WAY KANAN, Jurnallampung.com – PT PLN (Persero) Unit Layanan Pelanggan (ULP) Blambangan Umpu memberikan klarifikasi tegas terkait maraknya pemasangan kabel jaringan internet (WiFi) yang menumpang secara ilegal pada tiang listrik milik perusahaan. Pihak PLN menegaskan bahwa infrastruktur ketenagalistrikan tidak boleh digunakan untuk keperluan lain tanpa izin resmi demi menjamin keselamatan dan keandalan pasokan listrik.
Asril Irawan, Team Leader Teknik/Supervisor Teknik PT PLN (Persero) ULP Blambangan Umpu UP3 Kotabumi UID Lampung, menjelaskan bahwa tiang listrik didesain khusus hanya untuk menyalurkan tegangan listrik kepada pelanggan. Pemasangan kabel fiber optik atau jaringan data oleh pihak ketiga tanpa perjanjian kerja sama merupakan pelanggaran serius yang membahayakan operasional sistem kelistrikan.
“Infrastruktur PLN seperti tiang pada jaringan hanya dapat dilalui oleh kabel dan jaringan milik PT PLN (Persero) sendiri yang khusus untuk menyalurkan tegangan listrik ke pelanggan/masyarakat. Terkait jalur kabel WiFi yang numpang di tiang/infrastuktur PT PLN (Persero) tidak memiliki izin resmi atau ilegal,” ujar Asril Irawan saat dikonfirmasi awak media, Sabtu (2/8/2026).
Asril menekankan bahwa penyedia layanan internet seharusnya membangun infrastruktur mandiri, sebagaimana yang telah dilakukan oleh PT Telkomunikasi Indonesia yang memiliki jalur dan tiang telekomunikasi tersendiri. Ketergantungan provider WiFi terhadap aset negara tanpa kontribusi biaya pemeliharaan dan standar keamanan yang jelas dinilai tidak adil dan berisiko tinggi.

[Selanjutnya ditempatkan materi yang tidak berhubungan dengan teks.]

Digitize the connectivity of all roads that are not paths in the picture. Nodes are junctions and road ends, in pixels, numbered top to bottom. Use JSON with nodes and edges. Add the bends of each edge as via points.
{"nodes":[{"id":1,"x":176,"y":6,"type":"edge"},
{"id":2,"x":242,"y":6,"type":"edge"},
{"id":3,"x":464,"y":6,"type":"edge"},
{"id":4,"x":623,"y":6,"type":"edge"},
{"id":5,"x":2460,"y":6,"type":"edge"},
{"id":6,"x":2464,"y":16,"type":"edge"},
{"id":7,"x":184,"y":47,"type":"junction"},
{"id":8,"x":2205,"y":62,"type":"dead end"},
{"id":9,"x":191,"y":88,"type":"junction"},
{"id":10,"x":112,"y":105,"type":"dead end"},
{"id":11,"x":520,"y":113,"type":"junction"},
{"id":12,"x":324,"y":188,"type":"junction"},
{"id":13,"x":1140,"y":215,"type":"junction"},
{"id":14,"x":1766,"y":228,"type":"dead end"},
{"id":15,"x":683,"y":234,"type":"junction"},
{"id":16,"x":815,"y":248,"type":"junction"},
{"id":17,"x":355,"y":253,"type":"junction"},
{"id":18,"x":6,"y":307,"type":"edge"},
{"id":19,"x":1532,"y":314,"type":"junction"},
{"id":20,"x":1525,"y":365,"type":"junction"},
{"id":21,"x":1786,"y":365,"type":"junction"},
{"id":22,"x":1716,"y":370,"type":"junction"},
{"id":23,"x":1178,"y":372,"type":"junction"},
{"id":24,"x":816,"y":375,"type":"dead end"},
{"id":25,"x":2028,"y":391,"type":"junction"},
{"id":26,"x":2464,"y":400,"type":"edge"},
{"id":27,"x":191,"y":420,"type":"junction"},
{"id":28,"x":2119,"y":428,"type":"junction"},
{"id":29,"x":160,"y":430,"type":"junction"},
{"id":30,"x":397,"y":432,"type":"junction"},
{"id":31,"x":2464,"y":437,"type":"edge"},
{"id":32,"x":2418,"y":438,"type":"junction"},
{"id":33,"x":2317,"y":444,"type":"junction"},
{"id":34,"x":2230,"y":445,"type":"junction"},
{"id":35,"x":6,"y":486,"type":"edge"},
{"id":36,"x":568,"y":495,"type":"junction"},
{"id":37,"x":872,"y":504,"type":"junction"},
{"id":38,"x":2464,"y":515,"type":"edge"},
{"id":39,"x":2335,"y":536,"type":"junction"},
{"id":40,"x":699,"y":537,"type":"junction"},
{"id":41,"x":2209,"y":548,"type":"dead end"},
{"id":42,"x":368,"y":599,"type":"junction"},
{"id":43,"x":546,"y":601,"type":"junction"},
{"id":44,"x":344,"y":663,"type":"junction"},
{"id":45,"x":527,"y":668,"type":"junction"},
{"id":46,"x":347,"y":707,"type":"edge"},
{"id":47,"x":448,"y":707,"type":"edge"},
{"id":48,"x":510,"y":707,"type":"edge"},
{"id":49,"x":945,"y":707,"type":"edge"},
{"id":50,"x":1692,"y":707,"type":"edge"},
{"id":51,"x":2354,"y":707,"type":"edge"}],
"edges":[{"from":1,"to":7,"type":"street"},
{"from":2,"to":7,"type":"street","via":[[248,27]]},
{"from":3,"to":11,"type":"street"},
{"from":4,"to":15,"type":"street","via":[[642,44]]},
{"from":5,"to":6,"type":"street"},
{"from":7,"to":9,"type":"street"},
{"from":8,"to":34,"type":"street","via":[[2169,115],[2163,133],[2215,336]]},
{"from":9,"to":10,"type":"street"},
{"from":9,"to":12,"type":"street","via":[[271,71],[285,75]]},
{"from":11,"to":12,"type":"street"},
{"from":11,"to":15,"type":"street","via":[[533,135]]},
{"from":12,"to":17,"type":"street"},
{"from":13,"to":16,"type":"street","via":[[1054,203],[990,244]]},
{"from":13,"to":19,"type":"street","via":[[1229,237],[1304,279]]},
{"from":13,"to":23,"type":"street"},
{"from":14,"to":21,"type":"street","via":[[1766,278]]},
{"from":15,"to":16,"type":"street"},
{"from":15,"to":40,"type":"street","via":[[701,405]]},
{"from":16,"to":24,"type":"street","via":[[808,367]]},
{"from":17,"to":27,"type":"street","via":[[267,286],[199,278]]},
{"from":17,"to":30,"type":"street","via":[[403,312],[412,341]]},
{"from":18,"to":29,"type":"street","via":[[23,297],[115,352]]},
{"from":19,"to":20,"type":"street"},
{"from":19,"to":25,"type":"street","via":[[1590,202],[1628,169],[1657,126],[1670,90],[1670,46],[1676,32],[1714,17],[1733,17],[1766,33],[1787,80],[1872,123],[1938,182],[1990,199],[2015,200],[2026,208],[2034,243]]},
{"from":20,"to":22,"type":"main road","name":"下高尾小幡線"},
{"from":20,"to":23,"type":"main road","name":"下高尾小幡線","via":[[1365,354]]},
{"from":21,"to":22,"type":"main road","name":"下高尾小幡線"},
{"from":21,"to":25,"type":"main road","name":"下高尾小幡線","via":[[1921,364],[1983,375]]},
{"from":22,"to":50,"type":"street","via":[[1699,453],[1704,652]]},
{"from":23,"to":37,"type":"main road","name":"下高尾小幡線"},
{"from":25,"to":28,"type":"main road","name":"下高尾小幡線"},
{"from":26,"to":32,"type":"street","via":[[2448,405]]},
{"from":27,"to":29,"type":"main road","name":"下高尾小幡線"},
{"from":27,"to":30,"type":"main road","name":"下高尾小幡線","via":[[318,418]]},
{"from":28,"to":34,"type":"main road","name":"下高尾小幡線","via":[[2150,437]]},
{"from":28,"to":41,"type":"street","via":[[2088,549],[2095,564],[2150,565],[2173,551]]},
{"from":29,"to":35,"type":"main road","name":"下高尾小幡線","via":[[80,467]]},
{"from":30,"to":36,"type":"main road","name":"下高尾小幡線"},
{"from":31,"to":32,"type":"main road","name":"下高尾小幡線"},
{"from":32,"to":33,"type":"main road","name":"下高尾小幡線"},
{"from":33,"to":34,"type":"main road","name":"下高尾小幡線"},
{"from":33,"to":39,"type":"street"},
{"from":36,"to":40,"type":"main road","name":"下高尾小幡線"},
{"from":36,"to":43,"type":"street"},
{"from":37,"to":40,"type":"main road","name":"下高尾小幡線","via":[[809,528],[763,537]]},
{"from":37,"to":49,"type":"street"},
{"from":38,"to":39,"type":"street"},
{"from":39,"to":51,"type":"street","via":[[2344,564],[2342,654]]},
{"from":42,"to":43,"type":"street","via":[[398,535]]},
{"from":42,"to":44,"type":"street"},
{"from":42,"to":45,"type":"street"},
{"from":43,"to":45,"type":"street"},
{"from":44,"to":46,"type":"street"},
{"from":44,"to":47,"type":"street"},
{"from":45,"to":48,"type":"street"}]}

“Seharusnya pihak provider WiFi membangun jalur tiang/fasilitas jalur kabel sendiri seperti milik PT Telkomunikasi yang memiliki jalur/tiang sendiri. Kami tidak bisa mentoleransi pemasangan liar yang berpotensi menyebabkan gangguan listrik maupun kecelakaan fatal,” tambahnya.

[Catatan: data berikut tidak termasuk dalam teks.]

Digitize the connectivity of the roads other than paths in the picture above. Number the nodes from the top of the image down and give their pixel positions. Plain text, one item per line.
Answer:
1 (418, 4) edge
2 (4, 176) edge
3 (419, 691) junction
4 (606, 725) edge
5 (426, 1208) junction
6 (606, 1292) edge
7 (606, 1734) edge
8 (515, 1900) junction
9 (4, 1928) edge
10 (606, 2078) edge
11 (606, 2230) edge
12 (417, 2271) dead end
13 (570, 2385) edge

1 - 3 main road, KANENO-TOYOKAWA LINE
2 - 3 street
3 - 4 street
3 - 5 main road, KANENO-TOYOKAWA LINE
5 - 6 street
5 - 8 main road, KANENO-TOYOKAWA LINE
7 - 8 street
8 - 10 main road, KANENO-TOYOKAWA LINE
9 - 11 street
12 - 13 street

Pernyataan ini menjadi landasan hukum bagi PLN untuk melakukan penertiban terhadap jaringan WiFi ilegal di wilayah Way Kanan, khususnya di Kecamatan Buay Bahuga dan Way Tuba yang sebelumnya dilaporkan oleh Tim Media Jurnallampung. Masyarakat juga diimbau untuk tidak mendukung praktik bisnis yang mengabaikan keselamatan publik dan aturan perundang-undangan.